#### Data to use

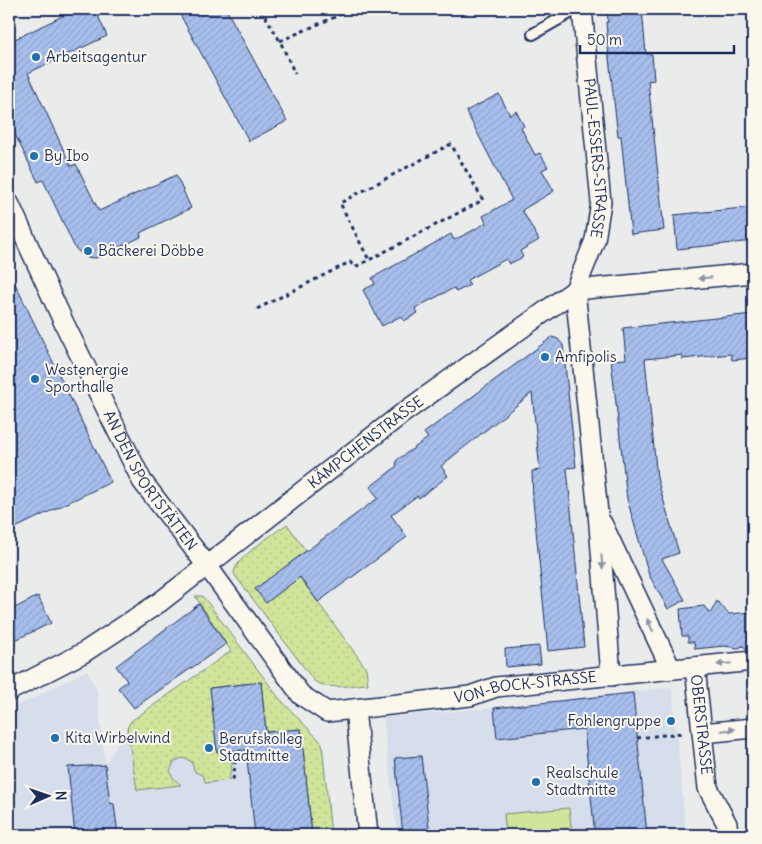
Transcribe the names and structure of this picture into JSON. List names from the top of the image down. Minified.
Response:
{"streets":{"street":["PAUL-ESSERS-STRASSE","KÄMPCHENSTRASSE","AN DEN SPORTSTÄTTEN","VON-BOCK-STRASSE","OBERSTRASSE"]},"crossings":[["PAUL-ESSERS-STRASSE","KÄMPCHENSTRASSE"],["PAUL-ESSERS-STRASSE","VON-BOCK-STRASSE"],["KÄMPCHENSTRASSE","AN DEN SPORTSTÄTTEN"],["KÄMPCHENSTRASSE","VON-BOCK-STRASSE"],["AN DEN SPORTSTÄTTEN","VON-BOCK-STRASSE"],["VON-BOCK-STRASSE","OBERSTRASSE"]],"places":["Arbeitsagentur","By Ibo","Bäckerei Döbbe","Amfipolis","Westenergie Sporthalle","Fohlengruppe","Kita Wirbelwind","Berufskolleg Stadtmitte","Realschule Stadtmitte"],"scale_bar":"50 m","north":"right"}
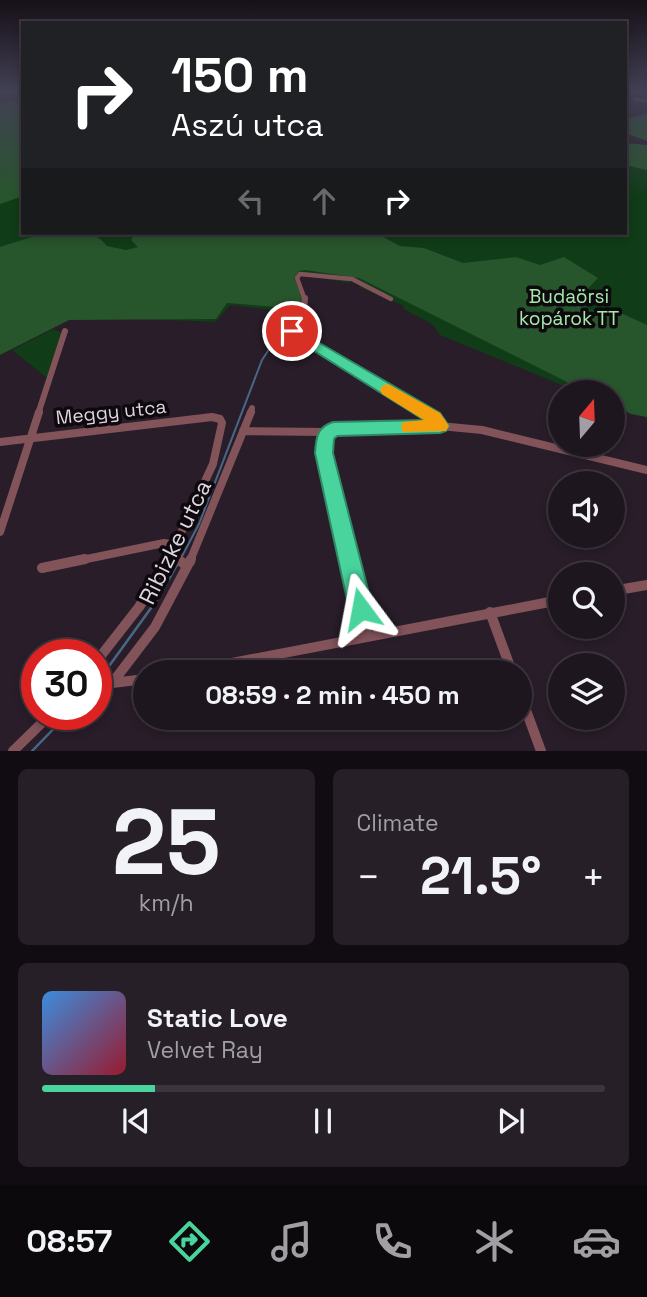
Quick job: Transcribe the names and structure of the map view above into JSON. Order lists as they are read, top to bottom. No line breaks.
{"streets":{"street":["Meggy utca","Ribizke utca"]},"crossings":[["Meggy utca","Ribizke utca"]],"parks":["Budaörsi kopárok TT"],"north":"top","page":{"turn":["150 m","Aszú utca"],"limit":"30","trip":"08:59 · 2 min · 450 m","tile":[["25","km/h"],"Climate"],"heat":["−","21.5°","+"],"song":["Static Love","Velvet Ray"],"tabs":"08:57"}}
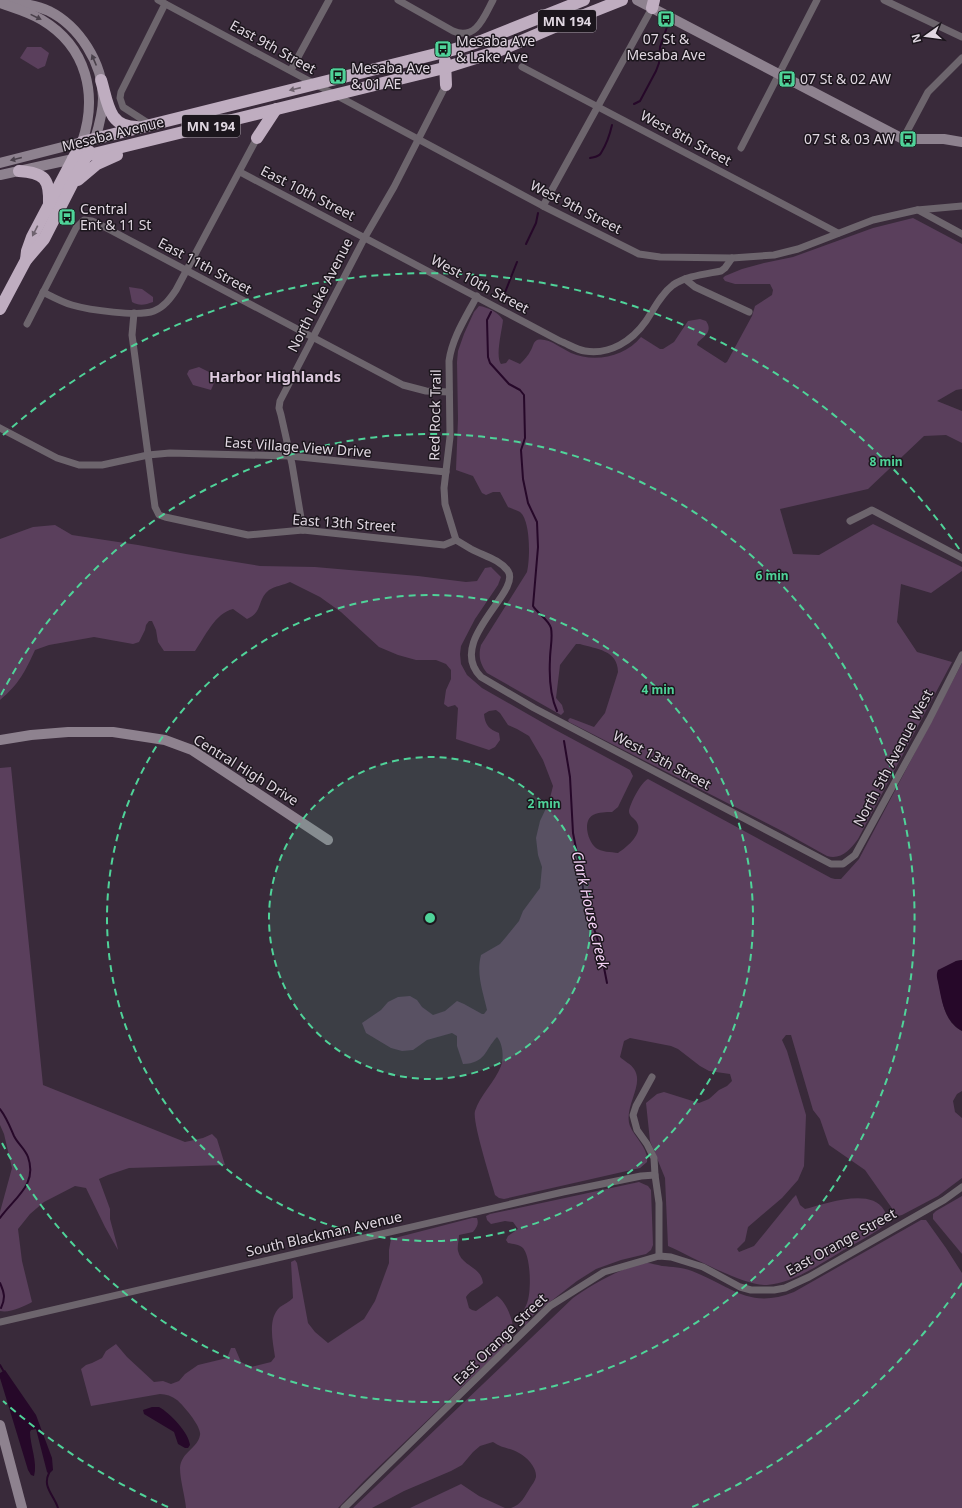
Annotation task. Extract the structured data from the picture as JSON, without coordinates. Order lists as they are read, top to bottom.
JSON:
{
  "streets": {
    "highway": ["MN 194", "Mesaba Avenue"],
    "street": [
      "East 9th Street",
      "West 8th Street",
      "East 10th Street",
      "West 9th Street",
      "East 11th Street",
      "West 10th Street",
      "North Lake Avenue",
      "Red Rock Trail",
      "East Village View Drive",
      "East 13th Street",
      "North 5th Avenue West",
      "West 13th Street",
      "Central High Drive",
      "South Blackman Avenue",
      "East Orange Street"
    ]
  },
  "crossings": [
    ["MN 194", "Mesaba Avenue"],
    ["East 9th Street", "Mesaba Avenue"],
    ["East 9th Street", "West 9th Street"],
    ["East 9th Street", "North Lake Avenue"],
    ["West 8th Street", "West 9th Street"],
    ["East 10th Street", "West 10th Street"],
    ["East 10th Street", "North Lake Avenue"],
    ["West 9th Street", "North Lake Avenue"],
    ["East 11th Street", "North Lake Avenue"],
    ["East 11th Street", "Red Rock Trail"],
    ["West 10th Street", "North Lake Avenue"],
    ["West 10th Street", "Red Rock Trail"],
    ["North Lake Avenue", "East Village View Drive"],
    ["North Lake Avenue", "East 13th Street"],
    ["Red Rock Trail", "East Village View Drive"],
    ["Red Rock Trail", "East 13th Street"],
    ["Red Rock Trail", "West 13th Street"],
    ["East Village View Drive", "East 13th Street"],
    ["East 13th Street", "West 13th Street"],
    ["North 5th Avenue West", "West 13th Street"]
  ],
  "districts": ["Harbor Highlands"],
  "water": ["Clark House Creek"],
  "places": {
    "bus stop": [
      "07 St & Mesaba Ave",
      "Mesaba Ave & Lake Ave",
      "Mesaba Ave & 01 AE",
      "07 St & 02 AW",
      "07 St & 03 AW",
      "Central Ent & 11 St"
    ]
  },
  "north": "left",
  "rings": [
    "8 min",
    "6 min",
    "4 min",
    "2 min"
  ]
}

########

• _What needs to be done_
Word for word and without any pictures, return all of the lines above.

• _Answer space_
Transcribe the names and structure of this picture into JSON. List names from the top of the image down. Minified.
Response:
{"streets":{"street":["PAUL-ESSERS-STRASSE","KÄMPCHENSTRASSE","AN DEN SPORTSTÄTTEN","VON-BOCK-STRASSE","OBERSTRASSE"]},"crossings":[["PAUL-ESSERS-STRASSE","KÄMPCHENSTRASSE"],["PAUL-ESSERS-STRASSE","VON-BOCK-STRASSE"],["KÄMPCHENSTRASSE","AN DEN SPORTSTÄTTEN"],["KÄMPCHENSTRASSE","VON-BOCK-STRASSE"],["AN DEN SPORTSTÄTTEN","VON-BOCK-STRASSE"],["VON-BOCK-STRASSE","OBERSTRASSE"]],"places":["Arbeitsagentur","By Ibo","Bäckerei Döbbe","Amfipolis","Westenergie Sporthalle","Fohlengruppe","Kita Wirbelwind","Berufskolleg Stadtmitte","Realschule Stadtmitte"],"scale_bar":"50 m","north":"right"}
Quick job: Transcribe the names and structure of the map view above into JSON. Order lists as they are read, top to bottom. No line breaks.
{"streets":{"street":["Meggy utca","Ribizke utca"]},"crossings":[["Meggy utca","Ribizke utca"]],"parks":["Budaörsi kopárok TT"],"north":"top","page":{"turn":["150 m","Aszú utca"],"limit":"30","trip":"08:59 · 2 min · 450 m","tile":[["25","km/h"],"Climate"],"heat":["−","21.5°","+"],"song":["Static Love","Velvet Ray"],"tabs":"08:57"}}
Annotation task. Extract the structured data from the picture as JSON, without coordinates. Order lists as they are read, top to bottom.
JSON:
{
  "streets": {
    "highway": ["MN 194", "Mesaba Avenue"],
    "street": [
      "East 9th Street",
      "West 8th Street",
      "East 10th Street",
      "West 9th Street",
      "East 11th Street",
      "West 10th Street",
      "North Lake Avenue",
      "Red Rock Trail",
      "East Village View Drive",
      "East 13th Street",
      "North 5th Avenue West",
      "West 13th Street",
      "Central High Drive",
      "South Blackman Avenue",
      "East Orange Street"
    ]
  },
  "crossings": [
    ["MN 194", "Mesaba Avenue"],
    ["East 9th Street", "Mesaba Avenue"],
    ["East 9th Street", "West 9th Street"],
    ["East 9th Street", "North Lake Avenue"],
    ["West 8th Street", "West 9th Street"],
    ["East 10th Street", "West 10th Street"],
    ["East 10th Street", "North Lake Avenue"],
    ["West 9th Street", "North Lake Avenue"],
    ["East 11th Street", "North Lake Avenue"],
    ["East 11th Street", "Red Rock Trail"],
    ["West 10th Street", "North Lake Avenue"],
    ["West 10th Street", "Red Rock Trail"],
    ["North Lake Avenue", "East Village View Drive"],
    ["North Lake Avenue", "East 13th Street"],
    ["Red Rock Trail", "East Village View Drive"],
    ["Red Rock Trail", "East 13th Street"],
    ["Red Rock Trail", "West 13th Street"],
    ["East Village View Drive", "East 13th Street"],
    ["East 13th Street", "West 13th Street"],
    ["North 5th Avenue West", "West 13th Street"]
  ],
  "districts": ["Harbor Highlands"],
  "water": ["Clark House Creek"],
  "places": {
    "bus stop": [
      "07 St & Mesaba Ave",
      "Mesaba Ave & Lake Ave",
      "Mesaba Ave & 01 AE",
      "07 St & 02 AW",
      "07 St & 03 AW",
      "Central Ent & 11 St"
    ]
  },
  "north": "left",
  "rings": [
    "8 min",
    "6 min",
    "4 min",
    "2 min"
  ]
}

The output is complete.